Exercise prompt:
The expected answer is every line of the material that contains the word "Trillgasse".

Provided entries:
......
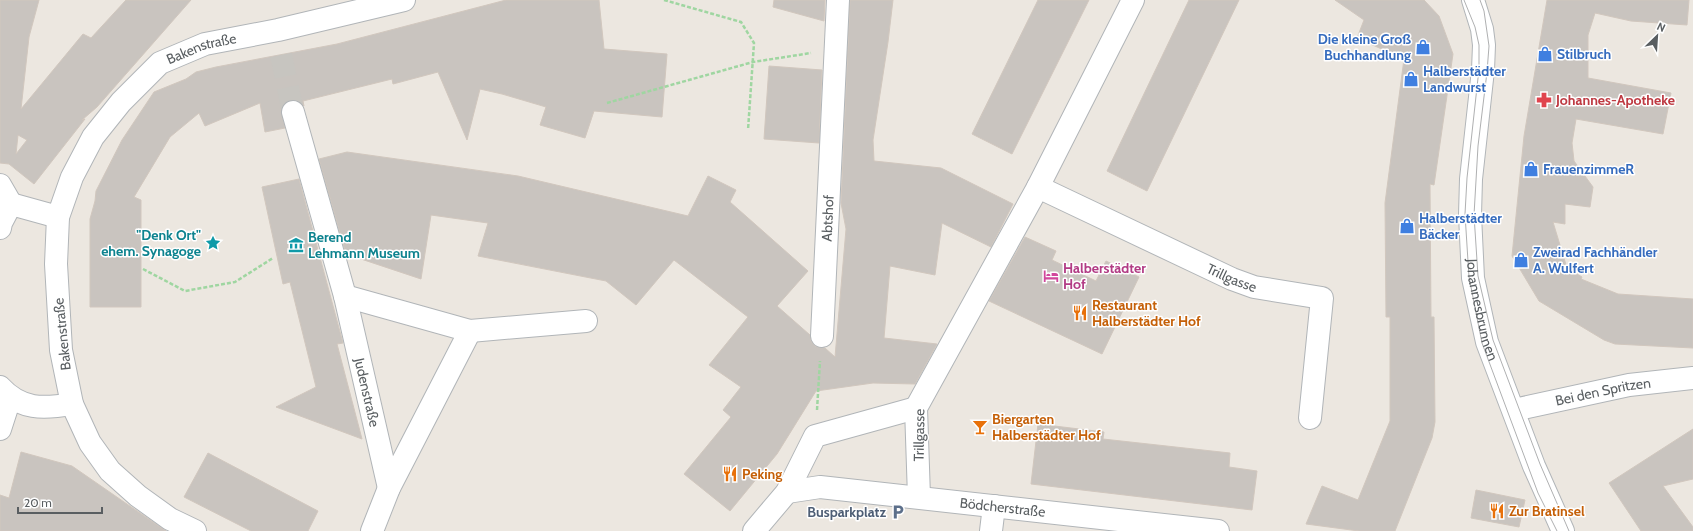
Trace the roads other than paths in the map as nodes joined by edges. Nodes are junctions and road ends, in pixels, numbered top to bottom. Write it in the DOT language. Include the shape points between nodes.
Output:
graph roads {
  1 [pos="404,0"];
  2 [pos="838,0"];
  3 [pos="1133,0"];
  4 [pos="1478,1"];
  5 [pos="348,7"];
  6 [pos="293,112"];
  7 [pos="0,185"];
  8 [pos="1038,187"];
  9 [pos="11,204"];
  10 [pos="58,217"];
  11 [pos="0,228"];
  12 [pos="345,296"];
  13 [pos="586,320"];
  14 [pos="470,331"];
  15 [pos="822,336"];
  16 [pos="1693,378"];
  17 [pos="5,392"];
  18 [pos="72,404"];
  19 [pos="916,408"];
  20 [pos="1514,410"];
  21 [pos="1310,418"];
  22 [pos="0,429"];
  23 [pos="389,488"];
  24 [pos="787,492"];
  25 [pos="919,497"];
  26 [pos="994,506"];
  27 [pos="195,531"];
  28 [pos="372,531"];
  29 [pos="754,531"];
  30 [pos="991,531"];
  31 [pos="1218,531"];
  32 [pos="1563,531"];
  1 -- 5 [label="street, Bakenstraße"];
  2 -- 15 [label="street, Abtshof"];
  3 -- 8 [label="street, Trillgasse"];
  4 -- 20 [label="street, Johannesbrunnen" via="1484,46 1471,179 1473,278 1487,342"];
  5 -- 10 [label="street, Bakenstraße" via="205,44 160,63 121,102 93,137 72,178"];
  6 -- 12 [label="street, Judenstraße"];
  7 -- 9 [label="street"];
  8 -- 19 [label="street, Trillgasse"];
  8 -- 21 [label="street, Trillgasse" via="1232,279 1254,287 1322,298"];
  9 -- 10 [label="street"];
  9 -- 11 [label="street"];
  10 -- 18 [label="street, Bakenstraße" via="56,264 62,350"];
  12 -- 14 [label="street"];
  12 -- 23 [label="street, Judenstraße"];
  13 -- 14 [label="street"];
  14 -- 23 [label="street"];
  16 -- 20 [label="street, Bei den Spritzen" via="1629,384"];
  17 -- 18 [label="street" via="26,405 42,408"];
  17 -- 22 [label="street"];
  18 -- 27 [label="street, Bakenstraße" via="90,443 110,471 138,496 170,519"];
  19 -- 24 [label="street" via="815,436"];
  19 -- 25 [label="street, Trillgasse"];
  20 -- 32 [label="street, Johannesbrunnen" via="1534,466"];
  23 -- 28 [label="street"];
  24 -- 25 [label="street, Bödcherstraße" via="820,487"];
  24 -- 29 [label="street"];
  25 -- 26 [label="street, Bödcherstraße"];
  26 -- 30 [label="street"];
  26 -- 31 [label="street, Bödcherstraße"];
}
......
Result of this exercise:
  3 -- 8 [label="street, Trillgasse"];
  8 -- 19 [label="street, Trillgasse"];
  8 -- 21 [label="street, Trillgasse" via="1232,279 1254,287 1322,298"];
  19 -- 25 [label="street, Trillgasse"];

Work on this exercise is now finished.